SRIファンドで社会責任投資ができるか?

2002年1月11日から2011年8月19日までマネックスメールに連載した マネックス・ユニバーシティ代表取締役(※連載当時)内藤忍の資産設計コラム。(現在は更新しておりません)

SRIファンドで社会責任投資ができるか?

マネックスでは販売していませんが、SRIファンドが注目されています。SRIとはSocial Responsible Investmentの頭文字で日本語では「社会責任投資」と訳されます。社会や環境に配慮し、企業の周りにある利害関係者(ステークホルダー)との関係を大切にする真っ当な企業に投資する方法です。

2年前にこのコラムでも取り上げました。
http://www.monex.co.jp/monex_blog/archives/002709.html

●SRIとは具体的には何か
真っ当な企業といってもファンドによって選択方法が微妙に異なるようです。一般には、コーポレートガバナンス(企業統治)、ディスクロージャー(情報開示)、コンプライアンス(法令遵守)、リスク管理、環境活動、社会貢献、IR、などを評価してSRIに値する企業を選択しています。その中で環境活動の側面から投資先を選定するのが一時期話題になった「エコファンド」です。
●SRIファンドは高い投資リターンを実現するのか
企業の社会責任を評価するインテグレックスが日本の倫理的に優れた企業トップ100社を選び、投資リターンを計測したところ、時価総額でTOPIX(東証株価指数)の1.75倍になったというデータがありました。ただし1991年から2002年5月までのデータでの計測です(大和総研調べ)。
実際に運用されているSRIファンドの投資リターンはどうなのでしょうか。3年以上の運用実績のあるとあるSRIファンドの運用レポートで見ると設定来の累積リターンは直近で▲9.9%。同じ期間のTOPIXに比べると+10.4%の超過リターンになっています。一方で最近設定された別のファンドは設定来のリターンが+14.5%ですが、同期間のTOPIXと比較すると▲2.3%下回っています。

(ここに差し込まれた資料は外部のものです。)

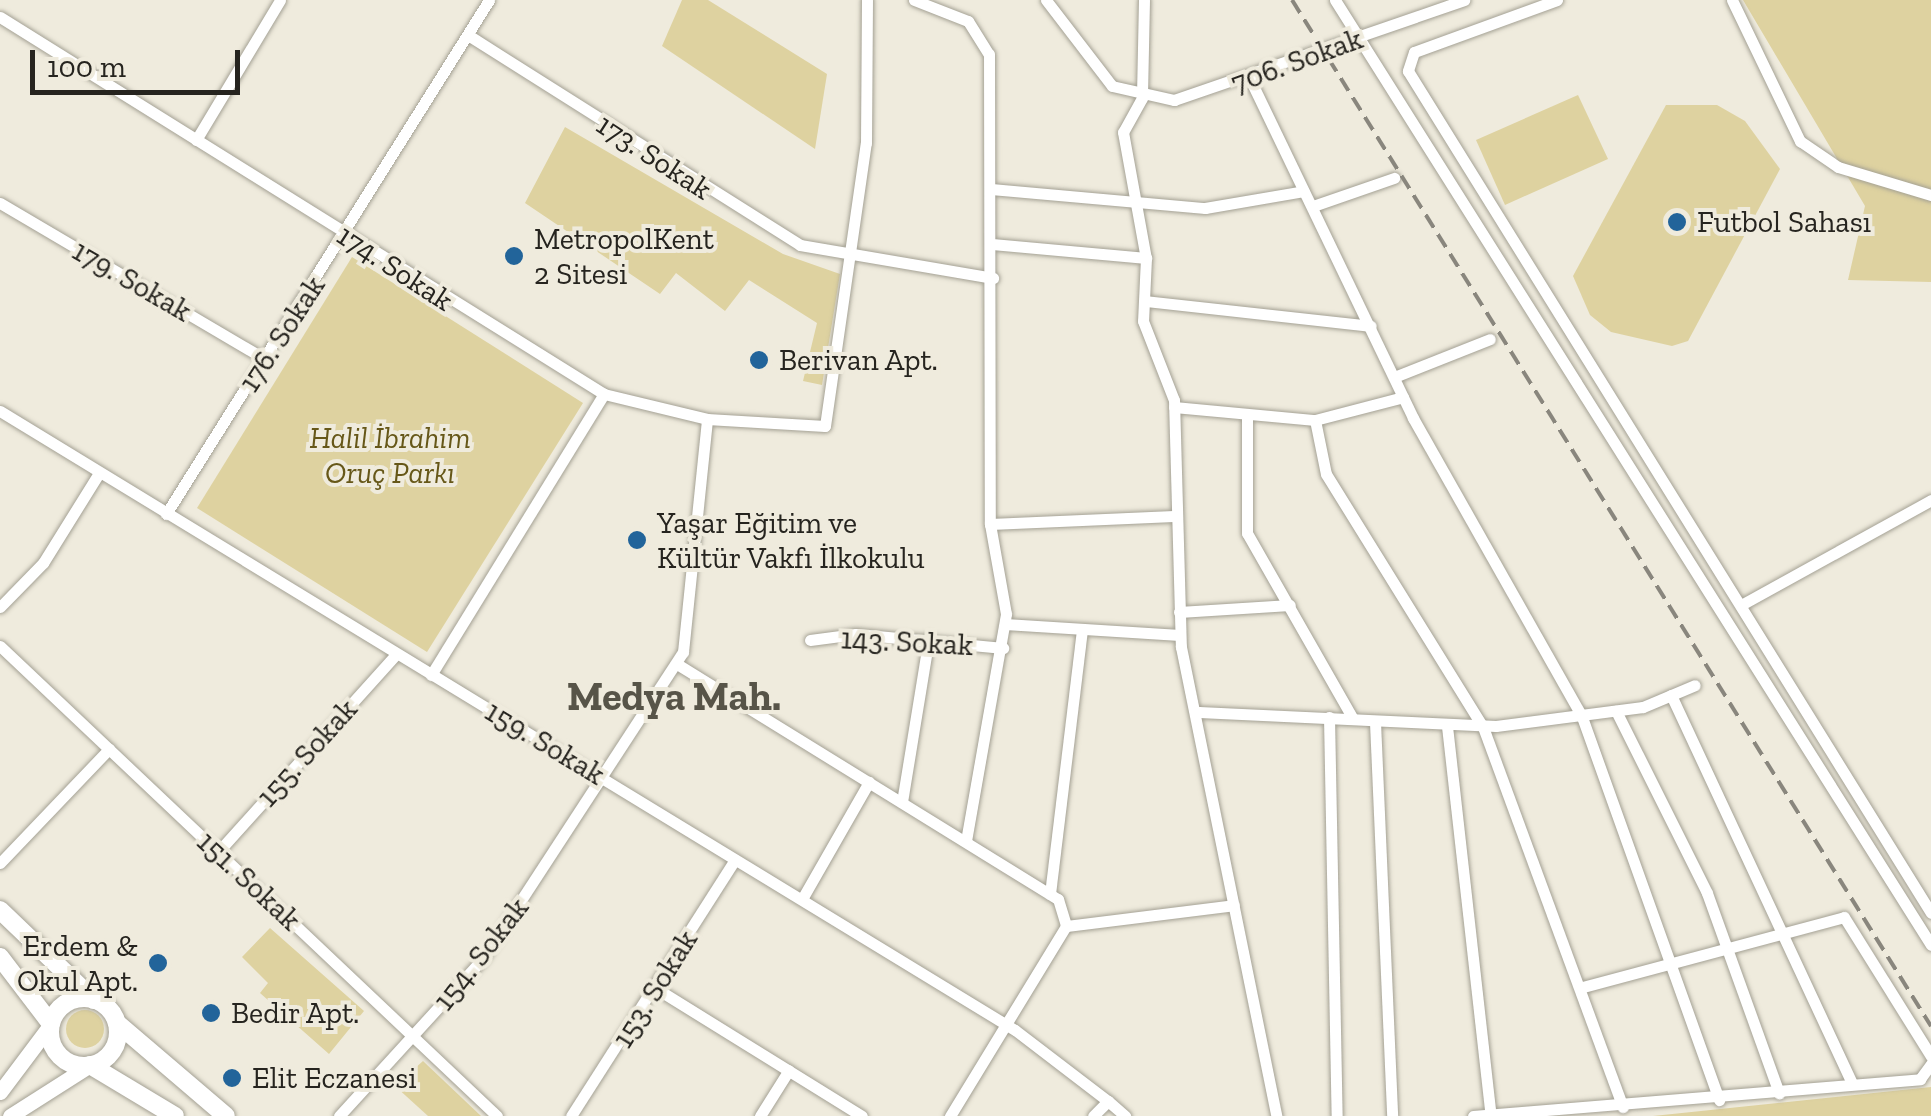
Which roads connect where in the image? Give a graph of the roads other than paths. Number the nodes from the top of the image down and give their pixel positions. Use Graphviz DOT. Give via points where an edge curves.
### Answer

一般の株式ファンドと比べてもSRIファンドであるから運用成績が良いとは一概に言えないと思います。

●銘柄比較をすると・・・
実際の組み入れ銘柄を見てもSRIファンドと一般の株式ファンドの区別はよくわかりません。下記の銘柄リストは1つがSRIファンドでもう一つは通常の日本株ファンドの組み入れ上位銘柄ですが、区別できるでしょうか。
<ファンドA>
1.トヨタ自動車
2.シャープ
3.石川島播磨重工業
4.パイオニア
5.みずほフィナンシャルグループ
6.コニカミノルタホールディングス
7.東京製鉄
8.住友重機械工業
9.松下電器産業
10.ジェーエフイーホールディングス

<ファンドB>
1.三井住友フィナンシャルグループ
2.トヨタ自動車
3.三菱東京フィナンシャル
4.三菱商事
5.三井物産
6.村田製作所
7.旭硝子
8.ミレアホールディングス
9.東レ
10.みずほフィナンシャルグループ

●SRI「ファンド」の差別化は可能か
企業の社会責任が当たり前になってくれば、SRIによる銘柄選択と通常のファンドの銘柄選択の違いは小さくなってきます。最近は情報管理、法令違反など企業が社会責任を果たさないことによって経営に大きなダメージが発生することを企業も認識するようになりました。社会責任を果たすことが企業経営上必須とも言える状況になってきています。つまりSRIファンドに分類されていないファンドも無意識に銘柄選択のプロセスでSRIを実行するようになっているのです。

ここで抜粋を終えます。